### What the task asks
Check each line of the listing for the word "lane" and report the ones that have it.

### Given data
•••••

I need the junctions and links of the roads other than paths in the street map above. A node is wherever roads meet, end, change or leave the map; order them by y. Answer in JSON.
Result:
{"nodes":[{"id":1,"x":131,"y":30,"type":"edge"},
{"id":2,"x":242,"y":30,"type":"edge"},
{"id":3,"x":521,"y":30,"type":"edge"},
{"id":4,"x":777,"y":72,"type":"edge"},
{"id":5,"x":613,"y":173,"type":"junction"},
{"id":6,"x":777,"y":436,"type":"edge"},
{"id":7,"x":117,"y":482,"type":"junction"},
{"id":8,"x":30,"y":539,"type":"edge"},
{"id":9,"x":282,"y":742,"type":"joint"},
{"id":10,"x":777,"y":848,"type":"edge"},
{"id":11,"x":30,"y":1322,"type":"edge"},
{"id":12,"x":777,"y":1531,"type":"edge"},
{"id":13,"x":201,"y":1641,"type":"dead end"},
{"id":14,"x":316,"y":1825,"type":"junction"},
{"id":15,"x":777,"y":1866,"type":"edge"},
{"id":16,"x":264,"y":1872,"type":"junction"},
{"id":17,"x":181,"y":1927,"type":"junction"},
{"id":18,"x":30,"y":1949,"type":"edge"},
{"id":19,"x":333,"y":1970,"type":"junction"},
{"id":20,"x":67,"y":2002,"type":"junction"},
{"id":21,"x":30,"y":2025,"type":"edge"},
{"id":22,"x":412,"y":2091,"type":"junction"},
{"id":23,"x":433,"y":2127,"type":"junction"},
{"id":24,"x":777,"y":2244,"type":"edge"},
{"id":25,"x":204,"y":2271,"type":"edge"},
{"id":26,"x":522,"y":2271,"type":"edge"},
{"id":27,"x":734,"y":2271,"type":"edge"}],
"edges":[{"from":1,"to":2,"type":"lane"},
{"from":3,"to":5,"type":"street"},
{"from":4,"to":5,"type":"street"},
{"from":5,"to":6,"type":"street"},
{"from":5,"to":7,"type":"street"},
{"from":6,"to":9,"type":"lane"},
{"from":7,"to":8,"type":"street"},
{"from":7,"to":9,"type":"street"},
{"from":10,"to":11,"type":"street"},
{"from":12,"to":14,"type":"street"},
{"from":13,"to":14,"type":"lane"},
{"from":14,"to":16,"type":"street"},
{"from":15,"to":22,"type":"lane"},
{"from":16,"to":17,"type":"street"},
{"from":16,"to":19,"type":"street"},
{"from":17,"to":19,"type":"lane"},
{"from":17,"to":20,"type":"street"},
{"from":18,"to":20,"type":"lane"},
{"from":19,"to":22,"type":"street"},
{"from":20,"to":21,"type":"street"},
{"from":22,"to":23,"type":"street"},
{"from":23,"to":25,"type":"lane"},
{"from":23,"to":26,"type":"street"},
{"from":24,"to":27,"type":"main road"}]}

•••••

### Result of this task
"edges":[{"from":1,"to":2,"type":"lane"},
{"from":6,"to":9,"type":"lane"},
{"from":13,"to":14,"type":"lane"},
{"from":15,"to":22,"type":"lane"},
{"from":17,"to":19,"type":"lane"},
{"from":18,"to":20,"type":"lane"},
{"from":23,"to":25,"type":"lane"},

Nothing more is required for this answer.